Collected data
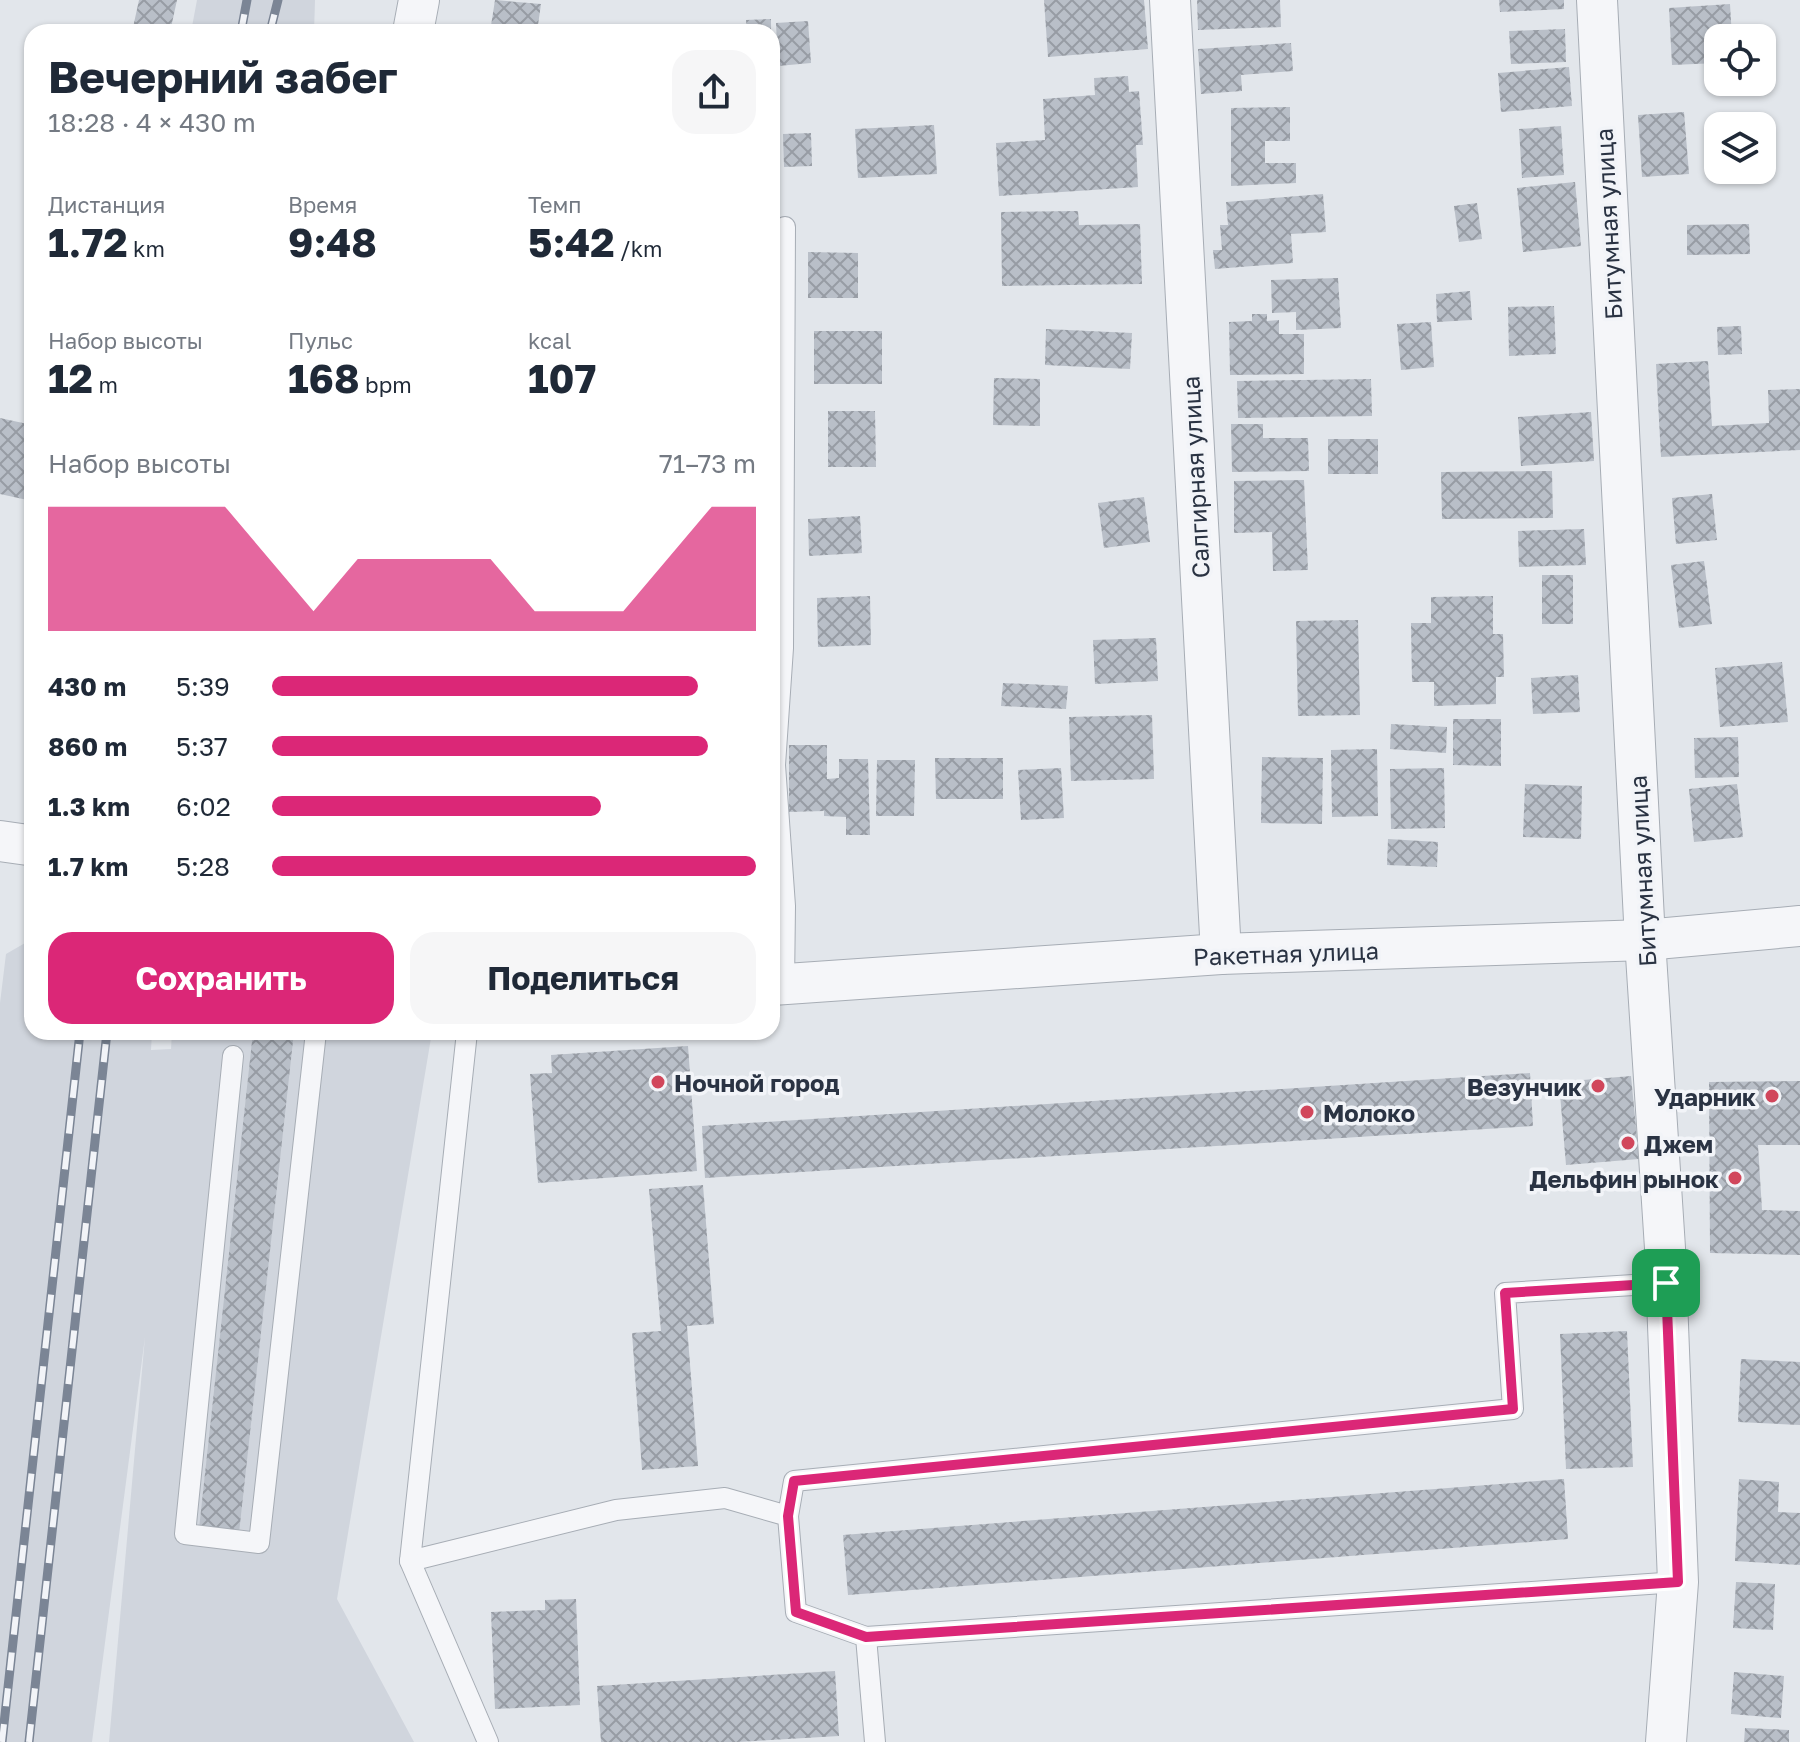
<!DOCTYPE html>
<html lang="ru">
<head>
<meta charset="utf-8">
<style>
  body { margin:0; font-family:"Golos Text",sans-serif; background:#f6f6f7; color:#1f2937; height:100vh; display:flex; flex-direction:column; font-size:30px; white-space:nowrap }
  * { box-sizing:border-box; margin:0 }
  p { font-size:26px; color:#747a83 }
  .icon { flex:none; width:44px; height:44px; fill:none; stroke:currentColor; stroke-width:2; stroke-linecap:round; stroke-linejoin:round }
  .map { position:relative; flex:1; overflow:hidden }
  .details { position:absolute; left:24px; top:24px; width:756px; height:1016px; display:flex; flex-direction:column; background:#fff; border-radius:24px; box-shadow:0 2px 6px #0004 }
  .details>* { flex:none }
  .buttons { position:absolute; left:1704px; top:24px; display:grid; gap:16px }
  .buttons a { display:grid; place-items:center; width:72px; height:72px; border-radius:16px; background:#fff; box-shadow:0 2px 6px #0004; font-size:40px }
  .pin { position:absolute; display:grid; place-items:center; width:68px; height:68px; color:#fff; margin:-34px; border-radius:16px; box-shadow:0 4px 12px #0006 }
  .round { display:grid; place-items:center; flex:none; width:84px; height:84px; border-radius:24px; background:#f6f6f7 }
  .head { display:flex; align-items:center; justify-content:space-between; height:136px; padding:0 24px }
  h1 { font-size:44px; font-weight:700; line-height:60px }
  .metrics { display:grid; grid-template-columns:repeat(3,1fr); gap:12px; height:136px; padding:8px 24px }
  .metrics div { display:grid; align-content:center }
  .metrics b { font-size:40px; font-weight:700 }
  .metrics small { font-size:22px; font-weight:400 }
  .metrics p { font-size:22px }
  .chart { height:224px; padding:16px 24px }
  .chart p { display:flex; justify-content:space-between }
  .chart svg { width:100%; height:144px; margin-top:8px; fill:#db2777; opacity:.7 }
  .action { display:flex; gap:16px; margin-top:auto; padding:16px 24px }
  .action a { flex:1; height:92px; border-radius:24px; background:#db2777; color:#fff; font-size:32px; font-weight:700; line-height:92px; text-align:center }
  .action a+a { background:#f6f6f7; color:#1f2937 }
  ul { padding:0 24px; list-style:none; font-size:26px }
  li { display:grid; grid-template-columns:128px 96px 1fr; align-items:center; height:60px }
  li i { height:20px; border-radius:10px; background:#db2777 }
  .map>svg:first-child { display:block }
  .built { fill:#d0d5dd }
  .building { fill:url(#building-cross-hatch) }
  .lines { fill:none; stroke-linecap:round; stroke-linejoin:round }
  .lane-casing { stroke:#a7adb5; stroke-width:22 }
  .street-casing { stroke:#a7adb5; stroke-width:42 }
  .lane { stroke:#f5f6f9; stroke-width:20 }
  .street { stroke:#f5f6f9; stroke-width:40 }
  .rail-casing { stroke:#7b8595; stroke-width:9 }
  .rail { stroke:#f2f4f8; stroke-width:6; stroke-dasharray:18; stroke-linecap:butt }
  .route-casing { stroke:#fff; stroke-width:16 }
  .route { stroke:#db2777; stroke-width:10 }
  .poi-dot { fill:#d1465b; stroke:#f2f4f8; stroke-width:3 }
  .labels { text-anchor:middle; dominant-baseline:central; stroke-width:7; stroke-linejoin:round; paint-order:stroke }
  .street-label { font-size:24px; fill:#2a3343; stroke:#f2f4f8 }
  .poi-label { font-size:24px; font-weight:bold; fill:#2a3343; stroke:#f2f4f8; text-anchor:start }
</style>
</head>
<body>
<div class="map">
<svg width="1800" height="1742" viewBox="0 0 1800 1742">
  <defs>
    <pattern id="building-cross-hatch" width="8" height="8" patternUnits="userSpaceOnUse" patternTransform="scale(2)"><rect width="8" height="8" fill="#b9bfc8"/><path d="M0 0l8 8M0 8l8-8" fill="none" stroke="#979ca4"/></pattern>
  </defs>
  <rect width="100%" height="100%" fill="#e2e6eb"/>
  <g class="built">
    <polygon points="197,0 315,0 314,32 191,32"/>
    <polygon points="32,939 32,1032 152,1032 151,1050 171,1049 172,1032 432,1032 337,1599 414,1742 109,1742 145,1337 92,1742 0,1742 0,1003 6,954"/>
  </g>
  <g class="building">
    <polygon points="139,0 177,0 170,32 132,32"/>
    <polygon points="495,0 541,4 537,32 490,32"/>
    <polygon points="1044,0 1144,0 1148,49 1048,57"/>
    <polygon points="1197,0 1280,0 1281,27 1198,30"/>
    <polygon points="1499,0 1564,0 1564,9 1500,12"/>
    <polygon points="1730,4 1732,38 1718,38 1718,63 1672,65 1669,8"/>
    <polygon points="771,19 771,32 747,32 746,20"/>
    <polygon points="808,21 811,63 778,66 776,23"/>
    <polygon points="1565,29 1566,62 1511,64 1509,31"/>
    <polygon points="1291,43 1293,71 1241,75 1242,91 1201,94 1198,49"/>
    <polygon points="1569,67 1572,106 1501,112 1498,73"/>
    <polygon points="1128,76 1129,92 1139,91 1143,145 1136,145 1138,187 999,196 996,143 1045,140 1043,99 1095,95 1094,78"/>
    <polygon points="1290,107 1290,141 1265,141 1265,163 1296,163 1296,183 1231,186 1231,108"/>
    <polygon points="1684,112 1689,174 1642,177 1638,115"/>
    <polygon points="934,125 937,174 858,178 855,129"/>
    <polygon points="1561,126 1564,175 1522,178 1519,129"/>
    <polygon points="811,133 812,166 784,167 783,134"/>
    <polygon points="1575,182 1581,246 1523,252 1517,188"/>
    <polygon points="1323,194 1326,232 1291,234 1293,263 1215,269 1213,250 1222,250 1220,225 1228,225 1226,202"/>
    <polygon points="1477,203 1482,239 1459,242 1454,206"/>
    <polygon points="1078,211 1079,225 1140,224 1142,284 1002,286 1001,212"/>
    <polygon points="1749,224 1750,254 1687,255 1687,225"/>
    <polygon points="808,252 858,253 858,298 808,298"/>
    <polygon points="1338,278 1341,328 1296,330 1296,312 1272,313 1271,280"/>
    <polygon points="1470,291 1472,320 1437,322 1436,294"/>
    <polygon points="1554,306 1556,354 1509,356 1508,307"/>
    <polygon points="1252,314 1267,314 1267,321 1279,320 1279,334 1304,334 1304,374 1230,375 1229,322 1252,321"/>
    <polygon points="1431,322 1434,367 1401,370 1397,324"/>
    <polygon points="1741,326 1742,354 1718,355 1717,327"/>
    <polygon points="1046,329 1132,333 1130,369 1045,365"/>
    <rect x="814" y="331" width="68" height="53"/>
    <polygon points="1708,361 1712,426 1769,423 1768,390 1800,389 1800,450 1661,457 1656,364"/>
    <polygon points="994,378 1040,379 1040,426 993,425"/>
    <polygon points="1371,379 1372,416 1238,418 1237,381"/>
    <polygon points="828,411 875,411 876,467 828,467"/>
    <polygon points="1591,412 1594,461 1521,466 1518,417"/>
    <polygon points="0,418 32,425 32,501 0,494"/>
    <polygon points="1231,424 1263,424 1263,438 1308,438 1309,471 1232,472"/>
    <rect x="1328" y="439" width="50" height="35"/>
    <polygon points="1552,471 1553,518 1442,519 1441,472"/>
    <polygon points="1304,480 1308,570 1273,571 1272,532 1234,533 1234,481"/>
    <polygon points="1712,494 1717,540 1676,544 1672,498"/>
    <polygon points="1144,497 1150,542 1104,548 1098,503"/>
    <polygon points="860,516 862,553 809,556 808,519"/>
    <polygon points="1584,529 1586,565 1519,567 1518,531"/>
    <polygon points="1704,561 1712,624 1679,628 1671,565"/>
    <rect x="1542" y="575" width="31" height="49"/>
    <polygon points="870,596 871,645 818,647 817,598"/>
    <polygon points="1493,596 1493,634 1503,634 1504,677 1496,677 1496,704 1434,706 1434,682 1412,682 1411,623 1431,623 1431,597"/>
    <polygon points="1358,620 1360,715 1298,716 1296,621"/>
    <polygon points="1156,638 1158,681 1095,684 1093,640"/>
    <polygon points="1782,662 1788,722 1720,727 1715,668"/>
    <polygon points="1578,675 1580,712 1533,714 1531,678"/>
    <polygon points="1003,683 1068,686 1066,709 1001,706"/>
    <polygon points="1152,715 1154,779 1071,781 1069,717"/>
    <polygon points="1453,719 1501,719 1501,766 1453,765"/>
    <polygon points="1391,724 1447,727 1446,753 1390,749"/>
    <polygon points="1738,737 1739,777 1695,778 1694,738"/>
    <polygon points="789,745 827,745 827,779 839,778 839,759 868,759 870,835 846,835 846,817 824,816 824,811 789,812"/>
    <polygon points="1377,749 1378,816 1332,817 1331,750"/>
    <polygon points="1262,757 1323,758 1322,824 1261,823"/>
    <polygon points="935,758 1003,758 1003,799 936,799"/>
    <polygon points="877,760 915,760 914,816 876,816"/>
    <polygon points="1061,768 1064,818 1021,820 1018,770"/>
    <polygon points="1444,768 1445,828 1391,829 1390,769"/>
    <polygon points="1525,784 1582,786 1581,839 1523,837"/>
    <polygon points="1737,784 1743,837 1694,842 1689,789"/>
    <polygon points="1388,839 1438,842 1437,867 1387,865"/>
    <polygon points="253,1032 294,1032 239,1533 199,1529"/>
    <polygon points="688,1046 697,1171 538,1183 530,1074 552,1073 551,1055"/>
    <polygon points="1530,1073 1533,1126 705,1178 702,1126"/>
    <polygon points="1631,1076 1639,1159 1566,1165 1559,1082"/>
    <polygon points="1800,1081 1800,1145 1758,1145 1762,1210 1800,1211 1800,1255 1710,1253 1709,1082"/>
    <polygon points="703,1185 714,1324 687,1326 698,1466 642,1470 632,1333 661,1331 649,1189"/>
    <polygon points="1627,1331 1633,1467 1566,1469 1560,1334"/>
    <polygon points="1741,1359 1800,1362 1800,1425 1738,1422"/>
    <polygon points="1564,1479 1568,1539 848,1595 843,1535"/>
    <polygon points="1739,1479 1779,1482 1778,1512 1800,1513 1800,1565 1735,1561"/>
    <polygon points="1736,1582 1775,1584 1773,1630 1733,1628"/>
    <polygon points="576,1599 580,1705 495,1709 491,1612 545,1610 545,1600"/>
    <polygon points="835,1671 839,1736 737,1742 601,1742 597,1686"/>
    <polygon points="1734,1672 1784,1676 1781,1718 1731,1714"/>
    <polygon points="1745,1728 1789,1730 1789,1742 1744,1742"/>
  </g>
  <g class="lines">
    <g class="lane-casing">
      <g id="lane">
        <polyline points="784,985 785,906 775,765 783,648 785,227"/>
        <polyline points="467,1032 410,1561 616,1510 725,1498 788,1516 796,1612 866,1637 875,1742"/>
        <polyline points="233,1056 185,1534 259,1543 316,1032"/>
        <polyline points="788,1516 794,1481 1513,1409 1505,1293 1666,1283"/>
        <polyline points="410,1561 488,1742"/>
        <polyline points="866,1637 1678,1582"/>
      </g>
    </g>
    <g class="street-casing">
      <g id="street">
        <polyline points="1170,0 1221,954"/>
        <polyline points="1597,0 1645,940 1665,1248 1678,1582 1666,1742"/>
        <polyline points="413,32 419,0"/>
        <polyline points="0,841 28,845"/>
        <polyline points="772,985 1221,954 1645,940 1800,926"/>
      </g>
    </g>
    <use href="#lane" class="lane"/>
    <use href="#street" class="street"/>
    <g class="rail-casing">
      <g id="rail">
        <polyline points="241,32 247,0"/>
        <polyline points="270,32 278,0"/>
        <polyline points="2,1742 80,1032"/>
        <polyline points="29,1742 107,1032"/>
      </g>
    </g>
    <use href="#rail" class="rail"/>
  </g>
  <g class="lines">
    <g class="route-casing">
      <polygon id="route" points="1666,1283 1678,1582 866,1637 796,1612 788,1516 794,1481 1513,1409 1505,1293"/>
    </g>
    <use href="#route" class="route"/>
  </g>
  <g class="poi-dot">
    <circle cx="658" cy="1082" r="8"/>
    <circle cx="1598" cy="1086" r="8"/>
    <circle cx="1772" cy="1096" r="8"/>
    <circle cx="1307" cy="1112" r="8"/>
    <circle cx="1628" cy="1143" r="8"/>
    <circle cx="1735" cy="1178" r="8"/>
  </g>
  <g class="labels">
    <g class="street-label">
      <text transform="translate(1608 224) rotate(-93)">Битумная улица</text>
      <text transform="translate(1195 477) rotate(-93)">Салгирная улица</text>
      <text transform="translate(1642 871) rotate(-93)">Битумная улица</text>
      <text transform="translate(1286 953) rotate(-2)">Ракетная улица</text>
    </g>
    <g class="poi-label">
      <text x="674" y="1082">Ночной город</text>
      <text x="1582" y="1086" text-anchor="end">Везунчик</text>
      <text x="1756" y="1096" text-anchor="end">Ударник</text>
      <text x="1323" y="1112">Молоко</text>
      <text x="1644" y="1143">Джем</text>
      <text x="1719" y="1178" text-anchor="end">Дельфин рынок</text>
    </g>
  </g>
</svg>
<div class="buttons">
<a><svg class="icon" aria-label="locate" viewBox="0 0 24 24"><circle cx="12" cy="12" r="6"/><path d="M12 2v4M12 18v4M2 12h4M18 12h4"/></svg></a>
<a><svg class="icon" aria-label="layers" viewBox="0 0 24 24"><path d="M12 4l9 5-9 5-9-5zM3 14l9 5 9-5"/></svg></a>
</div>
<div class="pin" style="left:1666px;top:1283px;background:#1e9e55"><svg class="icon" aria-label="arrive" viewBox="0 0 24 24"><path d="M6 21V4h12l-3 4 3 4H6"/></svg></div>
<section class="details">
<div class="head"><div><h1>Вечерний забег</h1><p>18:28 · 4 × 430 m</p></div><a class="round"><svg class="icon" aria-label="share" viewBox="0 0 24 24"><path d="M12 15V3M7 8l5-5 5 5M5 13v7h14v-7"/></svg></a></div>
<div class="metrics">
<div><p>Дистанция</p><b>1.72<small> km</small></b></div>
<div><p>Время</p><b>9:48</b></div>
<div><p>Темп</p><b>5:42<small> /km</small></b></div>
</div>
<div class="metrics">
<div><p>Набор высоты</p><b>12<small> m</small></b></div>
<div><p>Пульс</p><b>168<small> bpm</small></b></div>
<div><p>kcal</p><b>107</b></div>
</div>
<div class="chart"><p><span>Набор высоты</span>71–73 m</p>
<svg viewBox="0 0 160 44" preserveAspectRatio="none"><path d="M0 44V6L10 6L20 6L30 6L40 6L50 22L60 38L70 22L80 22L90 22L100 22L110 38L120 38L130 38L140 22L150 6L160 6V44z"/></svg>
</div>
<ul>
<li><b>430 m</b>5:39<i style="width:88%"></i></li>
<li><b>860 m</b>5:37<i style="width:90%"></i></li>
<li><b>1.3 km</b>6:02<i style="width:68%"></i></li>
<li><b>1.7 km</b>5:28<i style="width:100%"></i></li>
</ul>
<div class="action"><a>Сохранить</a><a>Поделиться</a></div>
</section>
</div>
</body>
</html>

* Exercise description
Reply with nothing but the number of lines in the entries above that hold the string "labels".

* Final answer
2